Sendo relativamente jovem assisti só a parte do longo processo, mas já pago por ele, como infelizmente sei que os mais novos terão um débito ainda maior por tudo isto.
A irresponsabilidade política e social dura há quase quatro décadas, primeiro acusou-se o regime autoritário, felizmente esse terminou, mas a democracia que passamos a ter possibilidade de escolher nunca tem estado à altura das exigências. Sinais do bipartidarismo que tem pautado as governações.

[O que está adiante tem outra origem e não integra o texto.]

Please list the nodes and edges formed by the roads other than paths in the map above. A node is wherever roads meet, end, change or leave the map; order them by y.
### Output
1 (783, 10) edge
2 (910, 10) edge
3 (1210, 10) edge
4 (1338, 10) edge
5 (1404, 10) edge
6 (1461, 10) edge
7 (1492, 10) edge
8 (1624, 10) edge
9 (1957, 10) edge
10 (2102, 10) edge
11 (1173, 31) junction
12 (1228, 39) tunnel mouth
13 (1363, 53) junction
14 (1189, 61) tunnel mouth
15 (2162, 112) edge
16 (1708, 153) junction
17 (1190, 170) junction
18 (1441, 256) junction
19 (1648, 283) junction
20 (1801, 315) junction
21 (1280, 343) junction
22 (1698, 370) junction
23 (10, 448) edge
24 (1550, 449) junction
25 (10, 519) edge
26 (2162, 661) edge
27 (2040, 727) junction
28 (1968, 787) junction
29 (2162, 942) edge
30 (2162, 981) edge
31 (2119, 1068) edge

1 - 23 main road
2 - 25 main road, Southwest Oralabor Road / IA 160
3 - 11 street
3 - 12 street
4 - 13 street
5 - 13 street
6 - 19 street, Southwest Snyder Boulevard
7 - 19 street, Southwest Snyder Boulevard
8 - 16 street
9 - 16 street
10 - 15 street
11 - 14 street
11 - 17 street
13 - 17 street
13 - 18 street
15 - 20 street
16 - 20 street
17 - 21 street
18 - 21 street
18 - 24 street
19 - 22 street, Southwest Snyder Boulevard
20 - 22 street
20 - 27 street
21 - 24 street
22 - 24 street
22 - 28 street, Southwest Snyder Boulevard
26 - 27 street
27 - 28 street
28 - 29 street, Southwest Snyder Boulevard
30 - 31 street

O país precisa mesmo de uma mudança de mentalidade, não só governativa, mas de todos, é aprender a falar menos do dia de Abril e tornarmo-nos cidadãos a sério, é termos não só direitos mas também deveres, valorizarmo-nos, ter uma participação mais activa e de alguma forma responder às carências. Não o fazemos de forma triunfal, vai de outra maneira, desde que o contributo seja dado já é um passo. A mais pequena acção de sensibilização, umas linhas, uma conversa são uma ajuda. A cidadania e participação nunca foram tão importantes como agora na época conturbada que vivemos. Se metade daquela metade que não votou pensasse assim estaríamos bem melhor! É claro que a ambição seria que a grande maioria dos recenseados fosse às urnas, mas temos que ser realistas e ter a noção de que se ocorrer uma mudança esta será gradual e levará tempo, isto com a esperança de que no futuro a coisa melhorará, mas isso só o saberemos com a passagem do tempo.

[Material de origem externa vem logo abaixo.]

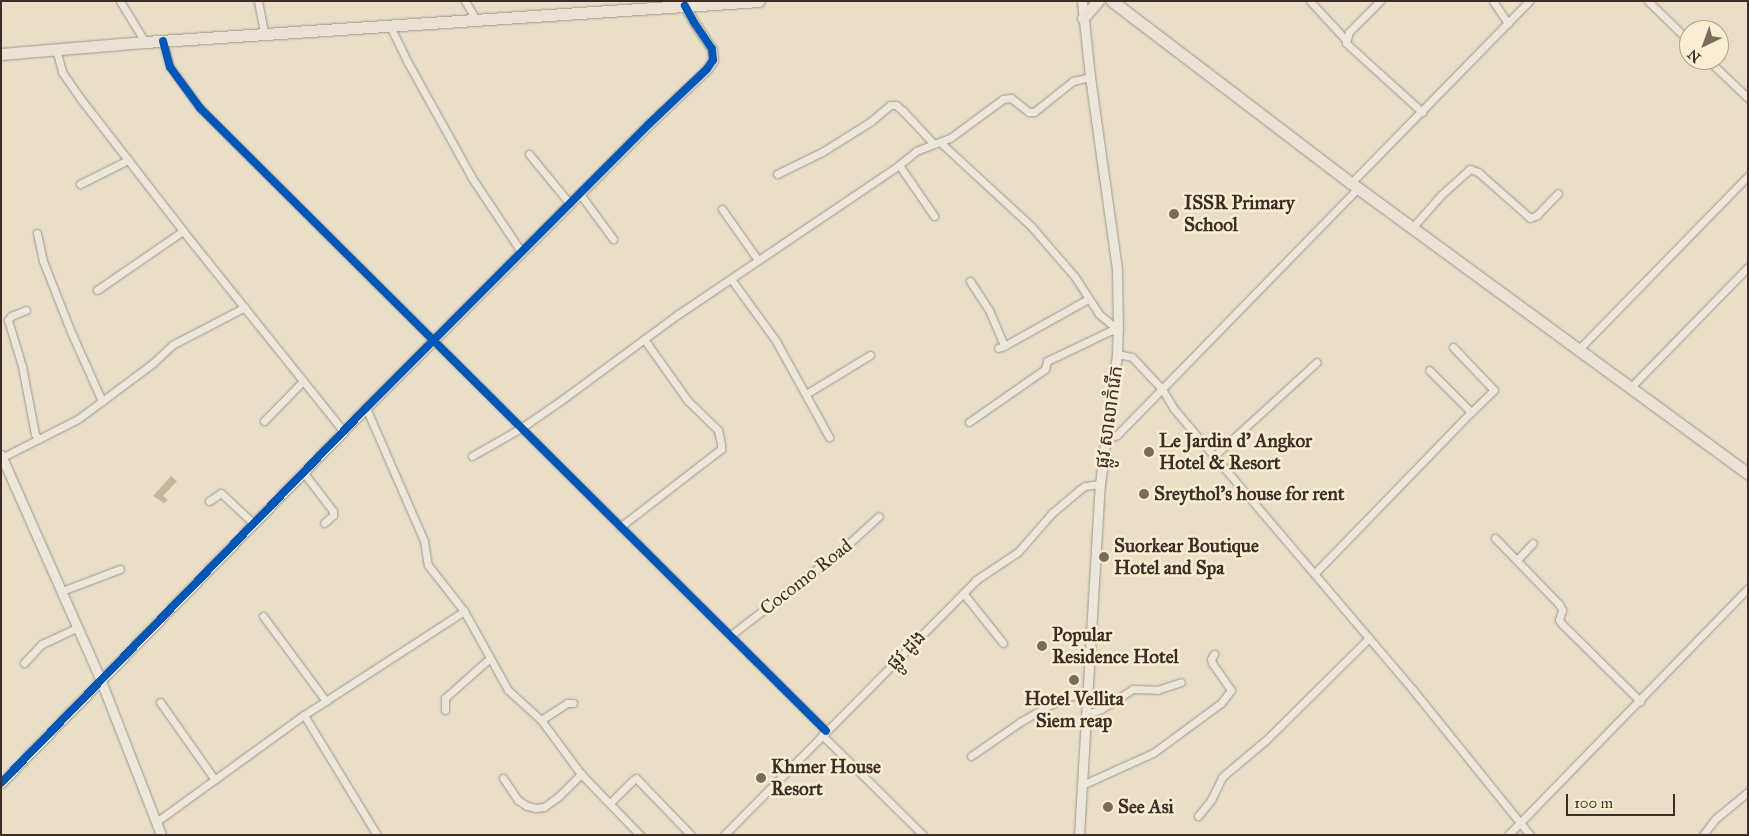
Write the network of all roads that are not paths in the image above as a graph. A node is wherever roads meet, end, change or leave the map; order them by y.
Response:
1 (120, 1) edge
2 (258, 1) edge
3 (465, 1) edge
4 (759, 1) edge
5 (1082, 1) edge
6 (1098, 1) edge
7 (1112, 1) edge
8 (1310, 1) edge
9 (1380, 1) edge
10 (1493, 1) edge
11 (1529, 1) edge
12 (1648, 1) edge
13 (685, 6) junction
14 (1083, 18) junction
15 (476, 19) junction
16 (1508, 23) junction
17 (390, 26) junction
18 (1679, 31) edge
19 (264, 33) junction
20 (1346, 40) junction
21 (164, 41) junction
22 (145, 42) junction
23 (56, 49) junction
24 (1, 54) edge
25 (1719, 70) edge
26 (1090, 77) junction
27 (1748, 98) edge
28 (1422, 112) junction
29 (936, 143) junction
30 (529, 154) dead end
31 (128, 160) junction
32 (899, 165) junction
33 (777, 174) dead end
34 (1748, 176) edge
35 (80, 184) dead end
36 (1354, 185) junction
37 (1558, 193) dead end
38 (580, 194) junction
39 (570, 204) junction
40 (722, 209) dead end
41 (934, 216) dead end
42 (1412, 228) junction
43 (182, 231) junction
44 (37, 233) dead end
45 (613, 239) dead end
46 (522, 253) junction
47 (758, 260) junction
48 (1748, 267) edge
49 (731, 279) junction
50 (970, 281) dead end
51 (97, 290) dead end
52 (1088, 299) junction
53 (245, 307) junction
54 (26, 310) dead end
55 (1117, 330) junction
56 (644, 339) junction
57 (433, 341) junction
58 (1453, 347) dead end
59 (1578, 350) junction
60 (1117, 354) junction
61 (870, 355) dead end
62 (1317, 362) dead end
63 (1429, 370) dead end
64 (303, 381) junction
65 (1630, 388) junction
66 (1162, 389) junction
67 (806, 394) junction
68 (102, 401) junction
69 (366, 408) junction
70 (1471, 412) junction
71 (264, 421) dead end
72 (970, 422) dead end
73 (521, 428) junction
74 (343, 431) junction
75 (829, 437) dead end
76 (38, 440) junction
77 (1105, 440) junction
78 (472, 456) dead end
79 (1214, 456) junction
80 (2, 457) edge
81 (303, 472) junction
82 (1748, 474) edge
83 (1097, 484) junction
84 (209, 501) dead end
85 (879, 516) dead end
86 (324, 523) dead end
87 (254, 524) junction
88 (620, 527) junction
89 (1495, 538) dead end
90 (1533, 543) dead end
91 (1517, 560) junction
92 (120, 569) dead end
93 (1315, 573) junction
94 (1748, 588) edge
95 (62, 591) junction
96 (963, 593) junction
97 (464, 611) junction
98 (263, 616) dead end
99 (78, 627) junction
100 (731, 635) junction
101 (1369, 638) junction
102 (1002, 643) dead end
103 (1214, 654) dead end
104 (490, 658) junction
105 (24, 663) dead end
106 (101, 681) junction
107 (1182, 682) dead end
108 (1087, 696) junction
109 (326, 701) junction
110 (1640, 701) junction
111 (160, 702) dead end
112 (573, 703) dead end
113 (445, 710) dead end
114 (304, 715) junction
115 (1085, 716) junction
116 (541, 720) junction
117 (824, 733) junction
118 (971, 756) dead end
119 (580, 774) junction
120 (503, 778) dead end
121 (215, 780) junction
122 (1, 783) edge
123 (1082, 785) junction
124 (1748, 792) edge
125 (610, 803) junction
126 (1198, 816) dead end
127 (156, 822) junction
128 (1519, 824) junction
129 (1705, 834) edge
130 (161, 835) edge
131 (377, 835) edge
132 (640, 835) edge
133 (691, 835) edge
134 (724, 835) edge
135 (923, 835) edge
136 (1079, 835) edge
137 (1508, 835) edge
138 (1530, 835) edge

1 - 22 street
2 - 19 street
3 - 15 street
4 - 13 highway
5 - 14 street, ផ្លូវ សាលាកំរើក
6 - 14 highway
7 - 36 highway
8 - 20 street
9 - 20 street
10 - 16 street
11 - 16 street
12 - 18 street
13 - 15 highway
13 - 38 street
14 - 26 street, ផ្លូវ សាលាកំរើក
15 - 17 highway
16 - 28 street
17 - 19 highway
17 - 46 street
19 - 21 highway
20 - 28 street
21 - 22 highway
21 - 57 street
22 - 23 highway
23 - 24 highway
23 - 31 street
25 - 27 street
26 - 29 street
26 - 55 street, ផ្លូវ សាលាកំរើក
28 - 36 street
29 - 32 street
29 - 33 street
29 - 52 street
30 - 39 street
31 - 35 street
31 - 43 street
32 - 41 street
32 - 47 street
34 - 59 street
36 - 42 highway
36 - 66 street
37 - 42 street
38 - 39 street
38 - 45 street
39 - 46 street
40 - 47 street
42 - 59 highway
43 - 51 street
43 - 53 street
44 - 68 street
46 - 57 street
47 - 49 street
48 - 65 street
49 - 56 street
49 - 67 street
50 - 52 street
52 - 55 street
53 - 64 street
53 - 68 street
54 - 76 street
55 - 60 street, ផ្លូវ សាលាកំរើក
55 - 72 street
56 - 73 street
56 - 88 street
57 - 69 street
57 - 73 street
58 - 70 street
59 - 65 highway
60 - 66 street
60 - 77 street, ផ្លូវ សាលាកំរើក
61 - 67 street
62 - 79 street
63 - 70 street
64 - 71 street
64 - 74 street
65 - 82 highway
66 - 77 street
66 - 79 street
67 - 75 street
68 - 76 street
69 - 74 street
69 - 97 street
70 - 93 street
73 - 78 street
73 - 88 street
74 - 81 street
76 - 80 street
77 - 83 street, ផ្លូវ សាលាកំរើក
79 - 93 street
80 - 95 street
81 - 86 street
81 - 87 street
83 - 96 street, ផ្លូវ ដូង
83 - 108 street, ផ្លូវ សាលាកំរើក
84 - 87 street
85 - 100 street, Cocomo Road
87 - 106 street
88 - 100 street
89 - 91 street
90 - 91 street
91 - 110 street
92 - 95 street
93 - 101 street
94 - 110 street
95 - 99 street
96 - 102 street
96 - 117 street, ផ្លូវ ដូង
97 - 104 street
97 - 109 street
98 - 109 street
99 - 105 street
99 - 106 street
100 - 117 street
101 - 126 street
101 - 128 street
103 - 123 street
104 - 113 street
104 - 116 street
106 - 122 street
106 - 127 street
107 - 115 street
108 - 115 street, ផ្លូវ សាលាកំរើក
108 - 118 street
109 - 114 street
110 - 128 street
111 - 121 street
112 - 116 street
114 - 121 street
114 - 131 street
115 - 123 street, ផ្លូវ សាលាកំរើក
116 - 119 street
117 - 134 street, ផ្លូវ ដូង
117 - 135 street
119 - 120 street
119 - 125 street
121 - 127 street
123 - 136 street, ផ្លូវ សាលាកំរើក
124 - 129 street
125 - 132 street
125 - 133 street
127 - 130 street
128 - 137 street
128 - 138 street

Mas o que este cidadão perto dos 30 anos procura é expressar os seus anseios e perspectivas sobre o que o rodeia. Portugal tem pela terceira vez a necessidade de recorrer a ajuda externa para se financiar desta vez de forma muito mais assustadora que as duas anteriores. O desinvestimento no sector cultural já se fazia sentir há algum tempo mas com a chegada do actual governo, a situação económica global e sobretudo a falta de visão, terminou-se com o Ministério da Cultura. Agora temos apenas um Secretário de Estado da Cultura que trabalha na directa dependência do Primeiro Ministro, estranho, não é? Não acredito que sem o órgão central de coordenação da actividade cultural consigamos manter uma política decente de gestão e programação cultural, assim como a gestão e intervenção no património. Seria um aspecto a potenciar para auxiliar o país e não um sector de desinvestimento...

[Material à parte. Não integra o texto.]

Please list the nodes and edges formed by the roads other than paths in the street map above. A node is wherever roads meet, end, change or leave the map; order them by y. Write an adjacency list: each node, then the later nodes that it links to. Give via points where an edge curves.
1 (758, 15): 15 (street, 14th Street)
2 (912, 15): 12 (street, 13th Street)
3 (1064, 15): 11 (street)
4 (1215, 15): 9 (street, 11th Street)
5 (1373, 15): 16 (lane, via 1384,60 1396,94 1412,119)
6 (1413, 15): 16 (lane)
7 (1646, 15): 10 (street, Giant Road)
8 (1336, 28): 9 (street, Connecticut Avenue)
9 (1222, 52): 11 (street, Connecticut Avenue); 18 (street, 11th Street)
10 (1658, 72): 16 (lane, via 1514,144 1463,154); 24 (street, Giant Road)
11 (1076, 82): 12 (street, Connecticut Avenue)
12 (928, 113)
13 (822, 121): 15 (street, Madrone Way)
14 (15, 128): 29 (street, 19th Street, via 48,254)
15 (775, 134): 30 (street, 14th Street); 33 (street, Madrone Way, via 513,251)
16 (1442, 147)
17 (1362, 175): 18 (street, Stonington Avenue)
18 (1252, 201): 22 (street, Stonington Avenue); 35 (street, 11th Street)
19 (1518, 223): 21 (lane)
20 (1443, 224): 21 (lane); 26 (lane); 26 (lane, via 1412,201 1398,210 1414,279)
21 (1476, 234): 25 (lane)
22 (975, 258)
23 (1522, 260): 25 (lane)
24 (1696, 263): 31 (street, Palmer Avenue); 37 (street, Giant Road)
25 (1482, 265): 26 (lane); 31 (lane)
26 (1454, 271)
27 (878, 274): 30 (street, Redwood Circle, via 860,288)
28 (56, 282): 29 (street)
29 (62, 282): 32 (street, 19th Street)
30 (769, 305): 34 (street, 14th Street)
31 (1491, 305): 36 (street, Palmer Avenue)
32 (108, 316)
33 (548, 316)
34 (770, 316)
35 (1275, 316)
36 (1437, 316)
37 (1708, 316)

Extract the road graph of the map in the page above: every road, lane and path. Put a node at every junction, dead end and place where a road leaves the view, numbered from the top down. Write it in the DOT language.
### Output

Como formado precisamente na área de Património Cultural entristece-me sermos passados para trás em concursos por não termos a denominação História no curso, não interessa a competência, a qualidade geral do pessoal docente e da estrutura curricular, muitas vezes superior aos tradicionais cursos de História nas suas diversas variantes. Uma situação a rever...
Outro ponto muito negativo é aquele que eu chamo a muleta do voluntariado, geralmente estão todos à espera que os trabalhos e investigações sejam gratuitos ou por um preço simbólico. Quando vai a uma consulta médica não paga? A precariedade, nem sei se vale a pena abordar com profundidade, pois é transversal a todo o mercado de trabalho e já muito foi dito, o Estado não dá exemplo, tendo pessoas anos a fio nessa condição.
Mais uma grande maleita são as pessoas não qualificadas que ocupam postos de trabalho indevidos e aquela espécie que só quer que chegue o fim do mês, promove-se assim a incompetência e deixa-se pouco espaço a quem tem juventude, vontade e competência. Há necessidade de renovação e actualização de quadros na área cultural, é um sector estratégico onde temos possibilidade de ser referência e mostrar qualidade, temos que mudar alguns paradigmas e preconceitos. Há uma geração capaz de mostrar isso à espera de oportunidades que aconselho seriamente a não desperdiçar e apostar forte nela. Pode ser que assim as cidades que morrem lentamente há décadas sejam pontos de renovação e dinamismo, a afirmação daquilo que somos capazes de fazer.